*** Opening Task inputs ***

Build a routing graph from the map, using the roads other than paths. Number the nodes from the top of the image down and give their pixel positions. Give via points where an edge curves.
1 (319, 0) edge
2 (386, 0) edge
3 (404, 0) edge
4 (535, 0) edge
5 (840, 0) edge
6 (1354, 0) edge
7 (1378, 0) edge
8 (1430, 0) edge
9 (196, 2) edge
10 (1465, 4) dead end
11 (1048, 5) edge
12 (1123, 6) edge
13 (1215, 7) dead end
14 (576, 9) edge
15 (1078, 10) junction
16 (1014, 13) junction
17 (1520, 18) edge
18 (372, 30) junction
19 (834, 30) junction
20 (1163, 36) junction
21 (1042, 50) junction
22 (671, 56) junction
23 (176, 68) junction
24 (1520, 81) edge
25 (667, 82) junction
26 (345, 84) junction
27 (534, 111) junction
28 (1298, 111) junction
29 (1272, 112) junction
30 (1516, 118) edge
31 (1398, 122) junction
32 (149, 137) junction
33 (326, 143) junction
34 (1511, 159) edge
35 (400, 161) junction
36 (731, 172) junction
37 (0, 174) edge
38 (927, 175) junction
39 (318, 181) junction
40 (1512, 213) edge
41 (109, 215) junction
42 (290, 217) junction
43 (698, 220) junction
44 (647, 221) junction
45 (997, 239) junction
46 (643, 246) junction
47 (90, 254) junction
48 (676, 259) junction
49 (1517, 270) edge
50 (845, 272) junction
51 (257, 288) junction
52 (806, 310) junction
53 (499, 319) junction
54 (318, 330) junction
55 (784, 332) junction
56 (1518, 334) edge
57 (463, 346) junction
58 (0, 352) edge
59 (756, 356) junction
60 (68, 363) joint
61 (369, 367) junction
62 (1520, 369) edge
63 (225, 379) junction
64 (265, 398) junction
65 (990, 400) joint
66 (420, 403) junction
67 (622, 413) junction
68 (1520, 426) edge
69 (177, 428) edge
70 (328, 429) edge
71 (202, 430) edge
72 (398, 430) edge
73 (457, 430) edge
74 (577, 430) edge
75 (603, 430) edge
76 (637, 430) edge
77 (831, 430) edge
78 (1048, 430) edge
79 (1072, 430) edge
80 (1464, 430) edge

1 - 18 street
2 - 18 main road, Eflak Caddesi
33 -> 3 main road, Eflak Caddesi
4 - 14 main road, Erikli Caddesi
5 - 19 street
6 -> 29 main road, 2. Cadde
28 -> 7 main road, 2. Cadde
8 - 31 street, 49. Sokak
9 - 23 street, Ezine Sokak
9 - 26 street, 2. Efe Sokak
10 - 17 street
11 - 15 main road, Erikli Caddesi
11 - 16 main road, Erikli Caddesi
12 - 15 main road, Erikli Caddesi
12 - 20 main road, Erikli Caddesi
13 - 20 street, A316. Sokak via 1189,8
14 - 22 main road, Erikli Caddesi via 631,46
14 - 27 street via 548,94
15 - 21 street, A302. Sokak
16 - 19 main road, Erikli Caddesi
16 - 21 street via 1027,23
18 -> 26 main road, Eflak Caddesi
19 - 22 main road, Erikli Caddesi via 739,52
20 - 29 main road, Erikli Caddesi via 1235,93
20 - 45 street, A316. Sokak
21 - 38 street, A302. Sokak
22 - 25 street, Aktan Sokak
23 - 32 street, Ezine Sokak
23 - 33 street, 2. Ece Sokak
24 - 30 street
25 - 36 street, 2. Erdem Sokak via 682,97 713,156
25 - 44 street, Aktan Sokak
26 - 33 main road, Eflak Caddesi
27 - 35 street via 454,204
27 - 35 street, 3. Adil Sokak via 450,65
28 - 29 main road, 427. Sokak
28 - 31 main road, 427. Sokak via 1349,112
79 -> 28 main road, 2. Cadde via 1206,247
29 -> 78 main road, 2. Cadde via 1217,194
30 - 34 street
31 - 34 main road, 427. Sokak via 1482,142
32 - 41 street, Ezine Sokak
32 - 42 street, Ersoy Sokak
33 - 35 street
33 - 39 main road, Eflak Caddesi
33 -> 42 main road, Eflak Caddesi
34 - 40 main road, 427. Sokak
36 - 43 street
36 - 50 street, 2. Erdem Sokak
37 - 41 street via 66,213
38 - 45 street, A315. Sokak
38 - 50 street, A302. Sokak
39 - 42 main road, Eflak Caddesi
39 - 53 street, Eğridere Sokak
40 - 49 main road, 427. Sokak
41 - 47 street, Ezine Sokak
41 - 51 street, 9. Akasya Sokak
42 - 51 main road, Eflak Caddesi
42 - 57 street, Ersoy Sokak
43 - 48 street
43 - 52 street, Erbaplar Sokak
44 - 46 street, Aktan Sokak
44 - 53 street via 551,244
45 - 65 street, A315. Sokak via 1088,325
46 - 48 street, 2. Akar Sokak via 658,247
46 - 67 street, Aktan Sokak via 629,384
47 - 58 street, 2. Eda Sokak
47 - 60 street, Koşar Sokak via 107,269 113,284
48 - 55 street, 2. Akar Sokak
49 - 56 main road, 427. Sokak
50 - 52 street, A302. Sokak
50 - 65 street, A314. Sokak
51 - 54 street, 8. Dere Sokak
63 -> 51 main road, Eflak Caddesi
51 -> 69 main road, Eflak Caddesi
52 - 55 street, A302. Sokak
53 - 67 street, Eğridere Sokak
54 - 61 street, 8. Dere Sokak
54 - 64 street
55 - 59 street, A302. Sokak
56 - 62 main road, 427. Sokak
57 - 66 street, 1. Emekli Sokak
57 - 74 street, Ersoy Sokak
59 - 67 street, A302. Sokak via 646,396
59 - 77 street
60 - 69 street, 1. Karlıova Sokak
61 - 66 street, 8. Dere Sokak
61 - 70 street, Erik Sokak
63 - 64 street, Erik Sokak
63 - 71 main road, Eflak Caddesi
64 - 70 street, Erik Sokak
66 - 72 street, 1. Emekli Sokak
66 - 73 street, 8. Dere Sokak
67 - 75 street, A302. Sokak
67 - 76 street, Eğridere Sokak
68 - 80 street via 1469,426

*** Closing Task inputs ***

--- Brief ---
Retype all of the entries precisely as they are.

--- Exercise solution ---
Build a routing graph from the map, using the roads other than paths. Number the nodes from the top of the image down and give their pixel positions. Give via points where an edge curves.
1 (319, 0) edge
2 (386, 0) edge
3 (404, 0) edge
4 (535, 0) edge
5 (840, 0) edge
6 (1354, 0) edge
7 (1378, 0) edge
8 (1430, 0) edge
9 (196, 2) edge
10 (1465, 4) dead end
11 (1048, 5) edge
12 (1123, 6) edge
13 (1215, 7) dead end
14 (576, 9) edge
15 (1078, 10) junction
16 (1014, 13) junction
17 (1520, 18) edge
18 (372, 30) junction
19 (834, 30) junction
20 (1163, 36) junction
21 (1042, 50) junction
22 (671, 56) junction
23 (176, 68) junction
24 (1520, 81) edge
25 (667, 82) junction
26 (345, 84) junction
27 (534, 111) junction
28 (1298, 111) junction
29 (1272, 112) junction
30 (1516, 118) edge
31 (1398, 122) junction
32 (149, 137) junction
33 (326, 143) junction
34 (1511, 159) edge
35 (400, 161) junction
36 (731, 172) junction
37 (0, 174) edge
38 (927, 175) junction
39 (318, 181) junction
40 (1512, 213) edge
41 (109, 215) junction
42 (290, 217) junction
43 (698, 220) junction
44 (647, 221) junction
45 (997, 239) junction
46 (643, 246) junction
47 (90, 254) junction
48 (676, 259) junction
49 (1517, 270) edge
50 (845, 272) junction
51 (257, 288) junction
52 (806, 310) junction
53 (499, 319) junction
54 (318, 330) junction
55 (784, 332) junction
56 (1518, 334) edge
57 (463, 346) junction
58 (0, 352) edge
59 (756, 356) junction
60 (68, 363) joint
61 (369, 367) junction
62 (1520, 369) edge
63 (225, 379) junction
64 (265, 398) junction
65 (990, 400) joint
66 (420, 403) junction
67 (622, 413) junction
68 (1520, 426) edge
69 (177, 428) edge
70 (328, 429) edge
71 (202, 430) edge
72 (398, 430) edge
73 (457, 430) edge
74 (577, 430) edge
75 (603, 430) edge
76 (637, 430) edge
77 (831, 430) edge
78 (1048, 430) edge
79 (1072, 430) edge
80 (1464, 430) edge

1 - 18 street
2 - 18 main road, Eflak Caddesi
33 -> 3 main road, Eflak Caddesi
4 - 14 main road, Erikli Caddesi
5 - 19 street
6 -> 29 main road, 2. Cadde
28 -> 7 main road, 2. Cadde
8 - 31 street, 49. Sokak
9 - 23 street, Ezine Sokak
9 - 26 street, 2. Efe Sokak
10 - 17 street
11 - 15 main road, Erikli Caddesi
11 - 16 main road, Erikli Caddesi
12 - 15 main road, Erikli Caddesi
12 - 20 main road, Erikli Caddesi
13 - 20 street, A316. Sokak via 1189,8
14 - 22 main road, Erikli Caddesi via 631,46
14 - 27 street via 548,94
15 - 21 street, A302. Sokak
16 - 19 main road, Erikli Caddesi
16 - 21 street via 1027,23
18 -> 26 main road, Eflak Caddesi
19 - 22 main road, Erikli Caddesi via 739,52
20 - 29 main road, Erikli Caddesi via 1235,93
20 - 45 street, A316. Sokak
21 - 38 street, A302. Sokak
22 - 25 street, Aktan Sokak
23 - 32 street, Ezine Sokak
23 - 33 street, 2. Ece Sokak
24 - 30 street
25 - 36 street, 2. Erdem Sokak via 682,97 713,156
25 - 44 street, Aktan Sokak
26 - 33 main road, Eflak Caddesi
27 - 35 street via 454,204
27 - 35 street, 3. Adil Sokak via 450,65
28 - 29 main road, 427. Sokak
28 - 31 main road, 427. Sokak via 1349,112
79 -> 28 main road, 2. Cadde via 1206,247
29 -> 78 main road, 2. Cadde via 1217,194
30 - 34 street
31 - 34 main road, 427. Sokak via 1482,142
32 - 41 street, Ezine Sokak
32 - 42 street, Ersoy Sokak
33 - 35 street
33 - 39 main road, Eflak Caddesi
33 -> 42 main road, Eflak Caddesi
34 - 40 main road, 427. Sokak
36 - 43 street
36 - 50 street, 2. Erdem Sokak
37 - 41 street via 66,213
38 - 45 street, A315. Sokak
38 - 50 street, A302. Sokak
39 - 42 main road, Eflak Caddesi
39 - 53 street, Eğridere Sokak
40 - 49 main road, 427. Sokak
41 - 47 street, Ezine Sokak
41 - 51 street, 9. Akasya Sokak
42 - 51 main road, Eflak Caddesi
42 - 57 street, Ersoy Sokak
43 - 48 street
43 - 52 street, Erbaplar Sokak
44 - 46 street, Aktan Sokak
44 - 53 street via 551,244
45 - 65 street, A315. Sokak via 1088,325
46 - 48 street, 2. Akar Sokak via 658,247
46 - 67 street, Aktan Sokak via 629,384
47 - 58 street, 2. Eda Sokak
47 - 60 street, Koşar Sokak via 107,269 113,284
48 - 55 street, 2. Akar Sokak
49 - 56 main road, 427. Sokak
50 - 52 street, A302. Sokak
50 - 65 street, A314. Sokak
51 - 54 street, 8. Dere Sokak
63 -> 51 main road, Eflak Caddesi
51 -> 69 main road, Eflak Caddesi
52 - 55 street, A302. Sokak
53 - 67 street, Eğridere Sokak
54 - 61 street, 8. Dere Sokak
54 - 64 street
55 - 59 street, A302. Sokak
56 - 62 main road, 427. Sokak
57 - 66 street, 1. Emekli Sokak
57 - 74 street, Ersoy Sokak
59 - 67 street, A302. Sokak via 646,396
59 - 77 street
60 - 69 street, 1. Karlıova Sokak
61 - 66 street, 8. Dere Sokak
61 - 70 street, Erik Sokak
63 - 64 street, Erik Sokak
63 - 71 main road, Eflak Caddesi
64 - 70 street, Erik Sokak
66 - 72 street, 1. Emekli Sokak
66 - 73 street, 8. Dere Sokak
67 - 75 street, A302. Sokak
67 - 76 street, Eğridere Sokak
68 - 80 street via 1469,426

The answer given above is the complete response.